Items listed in a dataset
- - -

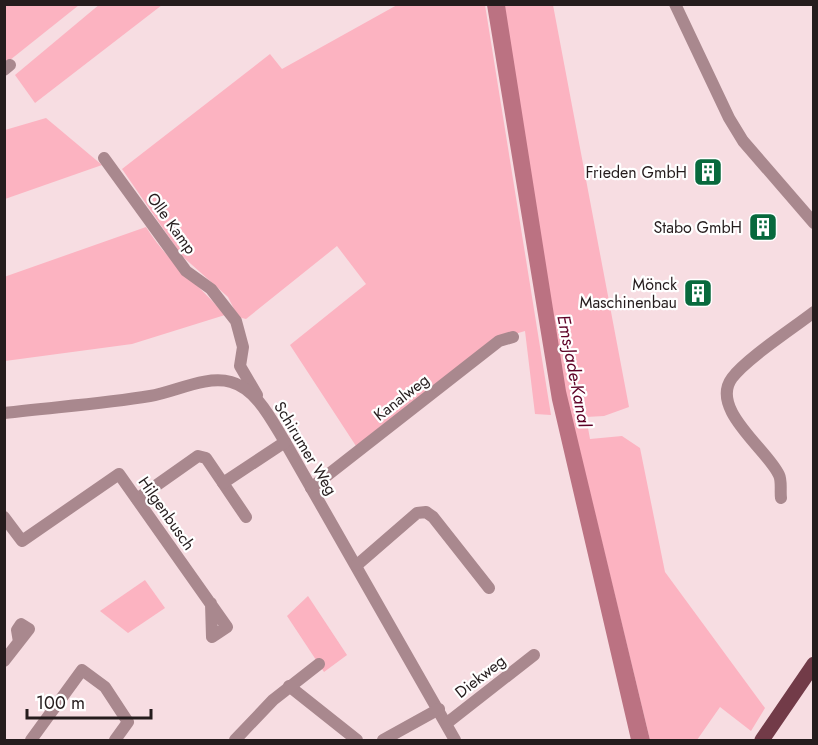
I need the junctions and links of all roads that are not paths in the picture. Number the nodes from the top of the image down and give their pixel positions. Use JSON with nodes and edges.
{"nodes":[{"id":1,"x":675,"y":4,"type":"edge"},
{"id":2,"x":104,"y":158,"type":"dead end"},
{"id":3,"x":813,"y":224,"type":"edge"},
{"id":4,"x":813,"y":312,"type":"edge"},
{"id":5,"x":513,"y":337,"type":"dead end"},
{"id":6,"x":240,"y":366,"type":"junction"},
{"id":7,"x":214,"y":380,"type":"junction"},
{"id":8,"x":265,"y":409,"type":"junction"},
{"id":9,"x":4,"y":413,"type":"edge"},
{"id":10,"x":285,"y":442,"type":"junction"},
{"id":11,"x":223,"y":483,"type":"junction"},
{"id":12,"x":311,"y":488,"type":"junction"},
{"id":13,"x":781,"y":498,"type":"dead end"},
{"id":14,"x":137,"y":499,"type":"junction"},
{"id":15,"x":4,"y":517,"type":"edge"},
{"id":16,"x":246,"y":517,"type":"dead end"},
{"id":17,"x":357,"y":565,"type":"junction"},
{"id":18,"x":489,"y":588,"type":"dead end"},
{"id":19,"x":211,"y":603,"type":"dead end"},
{"id":20,"x":19,"y":642,"type":"dead end"},
{"id":21,"x":534,"y":655,"type":"dead end"},
{"id":22,"x":4,"y":661,"type":"edge"},
{"id":23,"x":319,"y":664,"type":"dead end"},
{"id":24,"x":813,"y":664,"type":"edge"},
{"id":25,"x":289,"y":686,"type":"junction"},
{"id":26,"x":440,"y":709,"type":"junction"},
{"id":27,"x":447,"y":723,"type":"junction"},
{"id":28,"x":239,"y":739,"type":"edge"},
{"id":29,"x":31,"y":741,"type":"edge"},
{"id":30,"x":115,"y":741,"type":"edge"},
{"id":31,"x":357,"y":741,"type":"edge"},
{"id":32,"x":383,"y":741,"type":"edge"},
{"id":33,"x":455,"y":741,"type":"edge"},
{"id":34,"x":762,"y":741,"type":"edge"}],
"edges":[{"from":1,"to":3,"type":"street"},
{"from":2,"to":6,"type":"street","name":"Olle Kamp"},
{"from":4,"to":13,"type":"street"},
{"from":5,"to":12,"type":"street","name":"Kanalweg"},
{"from":6,"to":7,"type":"street"},
{"from":6,"to":8,"type":"street"},
{"from":7,"to":8,"type":"street","name":"Schirumer Weg"},
{"from":7,"to":9,"type":"street","name":"Schirumer Weg"},
{"from":8,"to":10,"type":"street","name":"Schirumer Weg"},
{"from":10,"to":11,"type":"street"},
{"from":10,"to":12,"type":"street","name":"Schirumer Weg"},
{"from":11,"to":14,"type":"street"},
{"from":11,"to":16,"type":"street"},
{"from":12,"to":17,"type":"street","name":"Schirumer Weg"},
{"from":14,"to":15,"type":"street","name":"Hilgenbusch"},
{"from":14,"to":19,"type":"street","name":"Hilgenbusch"},
{"from":17,"to":18,"type":"street"},
{"from":17,"to":26,"type":"street","name":"Schirumer Weg"},
{"from":20,"to":22,"type":"street"},
{"from":21,"to":27,"type":"street","name":"Diekweg"},
{"from":23,"to":25,"type":"street"},
{"from":24,"to":34,"type":"main road"},
{"from":25,"to":28,"type":"street"},
{"from":25,"to":31,"type":"street"},
{"from":26,"to":27,"type":"street","name":"Schirumer Weg"},
{"from":26,"to":32,"type":"street"},
{"from":27,"to":33,"type":"street","name":"Schirumer Weg"},
{"from":29,"to":30,"type":"street"}]}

- - -

WORK INSTRUCTIONS:
Exclude images and repeat all entries exactly.

RESULT OF THIS TASK:
I need the junctions and links of all roads that are not paths in the picture. Number the nodes from the top of the image down and give their pixel positions. Use JSON with nodes and edges.
{"nodes":[{"id":1,"x":675,"y":4,"type":"edge"},
{"id":2,"x":104,"y":158,"type":"dead end"},
{"id":3,"x":813,"y":224,"type":"edge"},
{"id":4,"x":813,"y":312,"type":"edge"},
{"id":5,"x":513,"y":337,"type":"dead end"},
{"id":6,"x":240,"y":366,"type":"junction"},
{"id":7,"x":214,"y":380,"type":"junction"},
{"id":8,"x":265,"y":409,"type":"junction"},
{"id":9,"x":4,"y":413,"type":"edge"},
{"id":10,"x":285,"y":442,"type":"junction"},
{"id":11,"x":223,"y":483,"type":"junction"},
{"id":12,"x":311,"y":488,"type":"junction"},
{"id":13,"x":781,"y":498,"type":"dead end"},
{"id":14,"x":137,"y":499,"type":"junction"},
{"id":15,"x":4,"y":517,"type":"edge"},
{"id":16,"x":246,"y":517,"type":"dead end"},
{"id":17,"x":357,"y":565,"type":"junction"},
{"id":18,"x":489,"y":588,"type":"dead end"},
{"id":19,"x":211,"y":603,"type":"dead end"},
{"id":20,"x":19,"y":642,"type":"dead end"},
{"id":21,"x":534,"y":655,"type":"dead end"},
{"id":22,"x":4,"y":661,"type":"edge"},
{"id":23,"x":319,"y":664,"type":"dead end"},
{"id":24,"x":813,"y":664,"type":"edge"},
{"id":25,"x":289,"y":686,"type":"junction"},
{"id":26,"x":440,"y":709,"type":"junction"},
{"id":27,"x":447,"y":723,"type":"junction"},
{"id":28,"x":239,"y":739,"type":"edge"},
{"id":29,"x":31,"y":741,"type":"edge"},
{"id":30,"x":115,"y":741,"type":"edge"},
{"id":31,"x":357,"y":741,"type":"edge"},
{"id":32,"x":383,"y":741,"type":"edge"},
{"id":33,"x":455,"y":741,"type":"edge"},
{"id":34,"x":762,"y":741,"type":"edge"}],
"edges":[{"from":1,"to":3,"type":"street"},
{"from":2,"to":6,"type":"street","name":"Olle Kamp"},
{"from":4,"to":13,"type":"street"},
{"from":5,"to":12,"type":"street","name":"Kanalweg"},
{"from":6,"to":7,"type":"street"},
{"from":6,"to":8,"type":"street"},
{"from":7,"to":8,"type":"street","name":"Schirumer Weg"},
{"from":7,"to":9,"type":"street","name":"Schirumer Weg"},
{"from":8,"to":10,"type":"street","name":"Schirumer Weg"},
{"from":10,"to":11,"type":"street"},
{"from":10,"to":12,"type":"street","name":"Schirumer Weg"},
{"from":11,"to":14,"type":"street"},
{"from":11,"to":16,"type":"street"},
{"from":12,"to":17,"type":"street","name":"Schirumer Weg"},
{"from":14,"to":15,"type":"street","name":"Hilgenbusch"},
{"from":14,"to":19,"type":"street","name":"Hilgenbusch"},
{"from":17,"to":18,"type":"street"},
{"from":17,"to":26,"type":"street","name":"Schirumer Weg"},
{"from":20,"to":22,"type":"street"},
{"from":21,"to":27,"type":"street","name":"Diekweg"},
{"from":23,"to":25,"type":"street"},
{"from":24,"to":34,"type":"main road"},
{"from":25,"to":28,"type":"street"},
{"from":25,"to":31,"type":"street"},
{"from":26,"to":27,"type":"street","name":"Schirumer Weg"},
{"from":26,"to":32,"type":"street"},
{"from":27,"to":33,"type":"street","name":"Schirumer Weg"},
{"from":29,"to":30,"type":"street"}]}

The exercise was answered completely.